(Provided material):
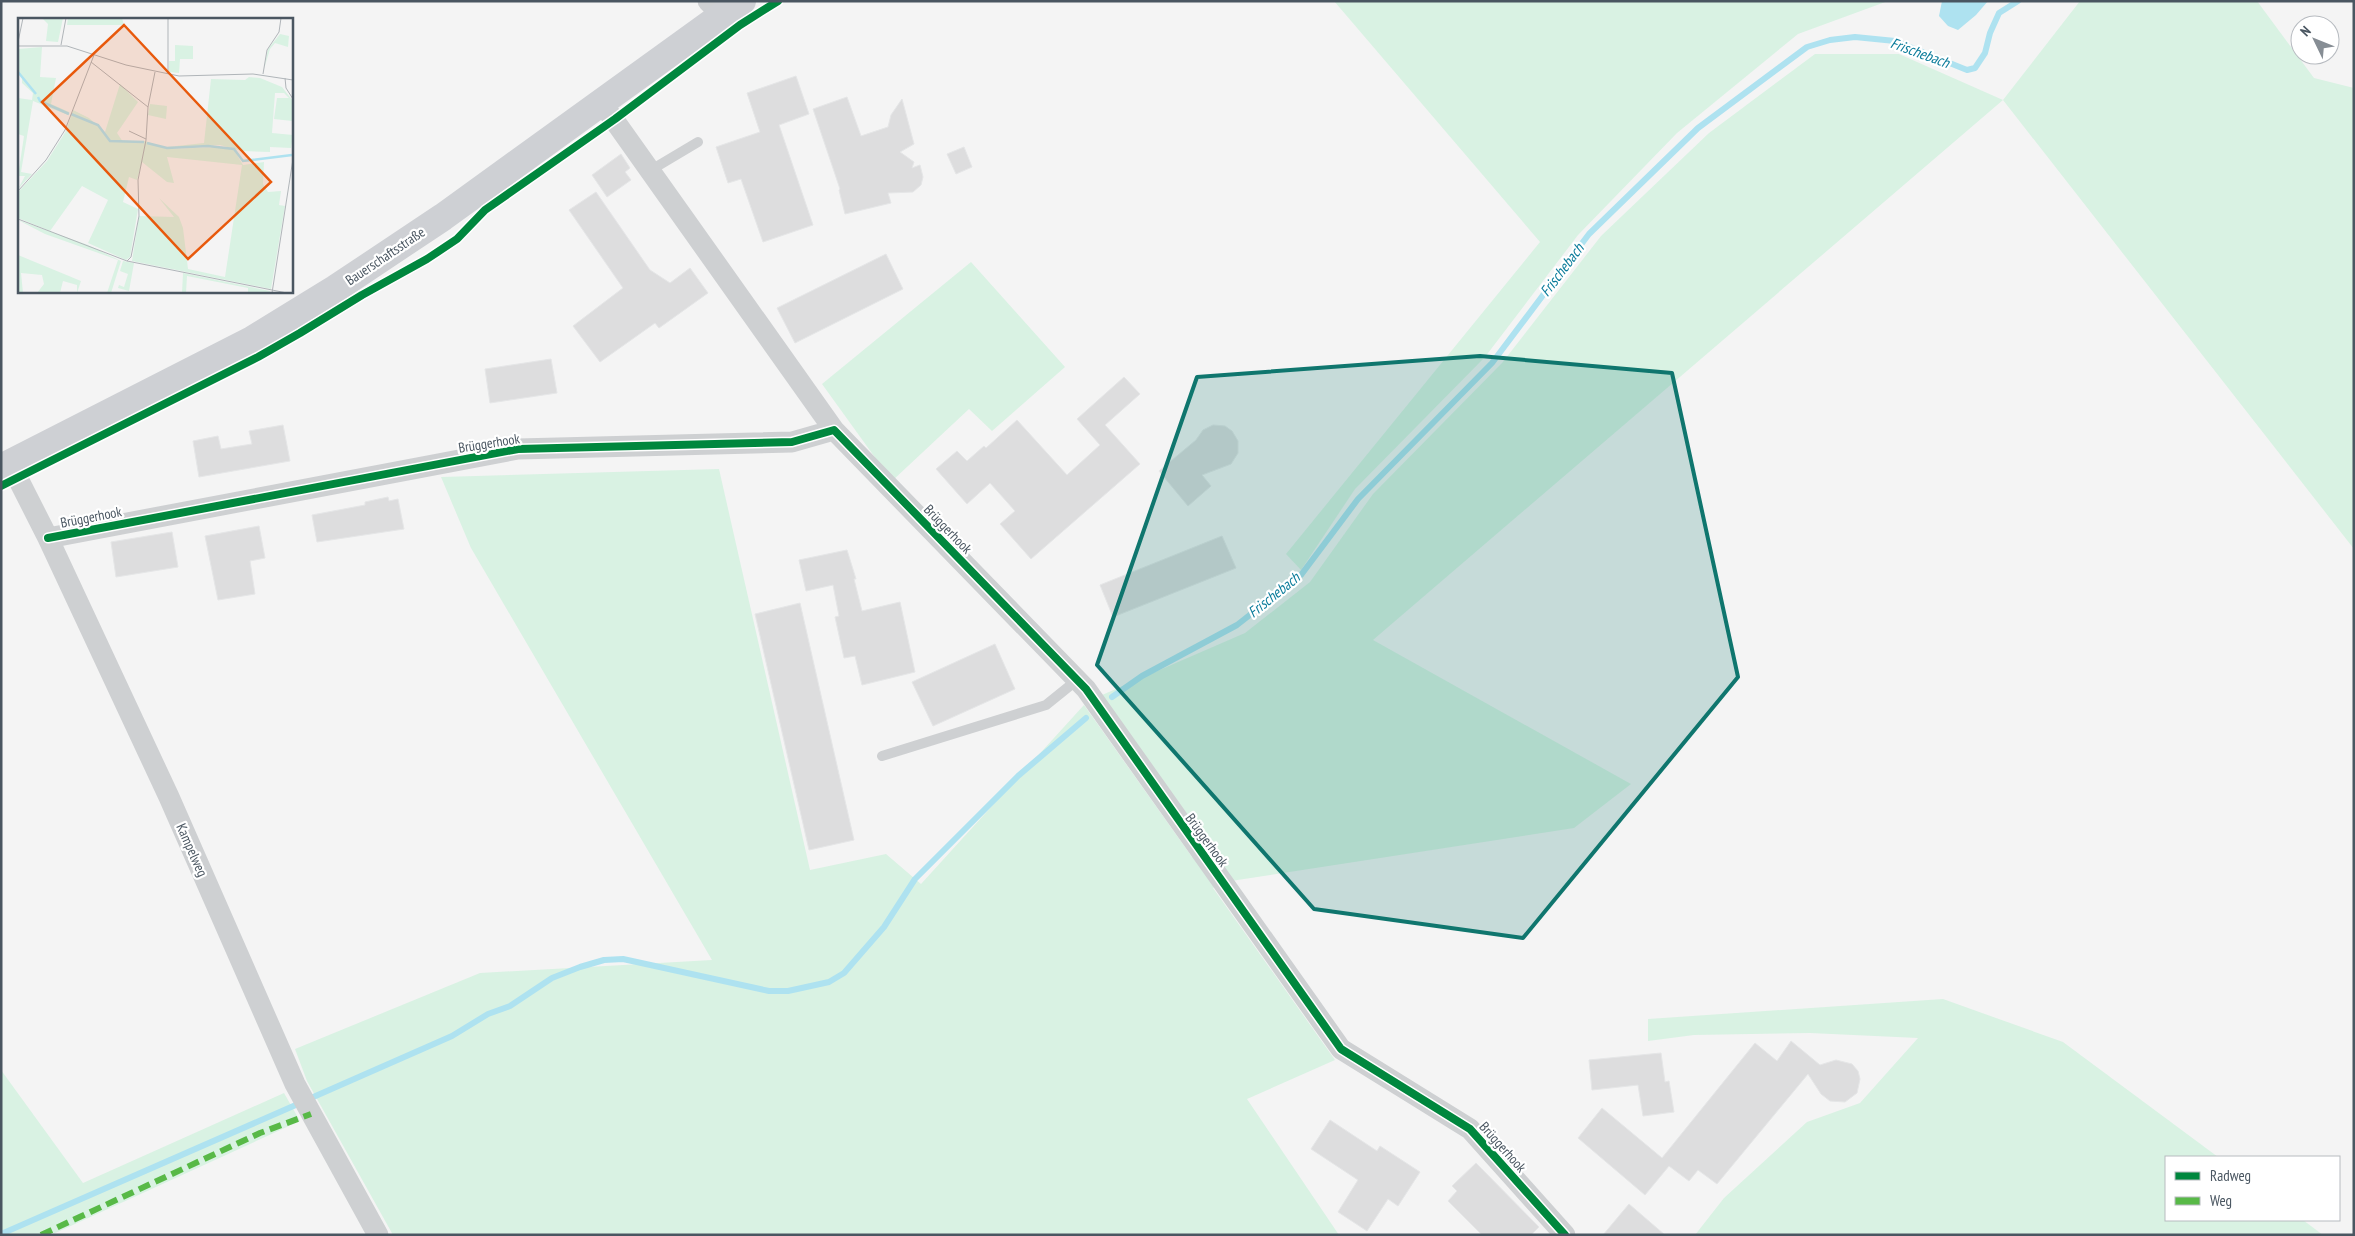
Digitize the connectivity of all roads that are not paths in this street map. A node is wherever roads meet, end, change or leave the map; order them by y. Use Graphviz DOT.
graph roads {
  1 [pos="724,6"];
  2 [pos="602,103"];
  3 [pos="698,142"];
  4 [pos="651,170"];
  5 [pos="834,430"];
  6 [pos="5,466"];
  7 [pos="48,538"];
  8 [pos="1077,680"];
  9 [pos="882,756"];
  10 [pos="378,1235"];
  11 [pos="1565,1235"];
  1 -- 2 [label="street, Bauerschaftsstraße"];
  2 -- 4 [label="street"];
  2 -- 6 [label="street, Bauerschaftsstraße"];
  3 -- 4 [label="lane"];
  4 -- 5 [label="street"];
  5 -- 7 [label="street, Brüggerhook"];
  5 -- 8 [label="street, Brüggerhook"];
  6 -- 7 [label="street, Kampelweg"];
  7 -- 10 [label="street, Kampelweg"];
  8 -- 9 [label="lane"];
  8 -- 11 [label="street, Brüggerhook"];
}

(About this task): Without the pictures, copy the material exactly as given.

(Reply to the exercise):
Digitize the connectivity of all roads that are not paths in this street map. A node is wherever roads meet, end, change or leave the map; order them by y. Use Graphviz DOT.
graph roads {
  1 [pos="724,6"];
  2 [pos="602,103"];
  3 [pos="698,142"];
  4 [pos="651,170"];
  5 [pos="834,430"];
  6 [pos="5,466"];
  7 [pos="48,538"];
  8 [pos="1077,680"];
  9 [pos="882,756"];
  10 [pos="378,1235"];
  11 [pos="1565,1235"];
  1 -- 2 [label="street, Bauerschaftsstraße"];
  2 -- 4 [label="street"];
  2 -- 6 [label="street, Bauerschaftsstraße"];
  3 -- 4 [label="lane"];
  4 -- 5 [label="street"];
  5 -- 7 [label="street, Brüggerhook"];
  5 -- 8 [label="street, Brüggerhook"];
  6 -- 7 [label="street, Kampelweg"];
  7 -- 10 [label="street, Kampelweg"];
  8 -- 9 [label="lane"];
  8 -- 11 [label="street, Brüggerhook"];
}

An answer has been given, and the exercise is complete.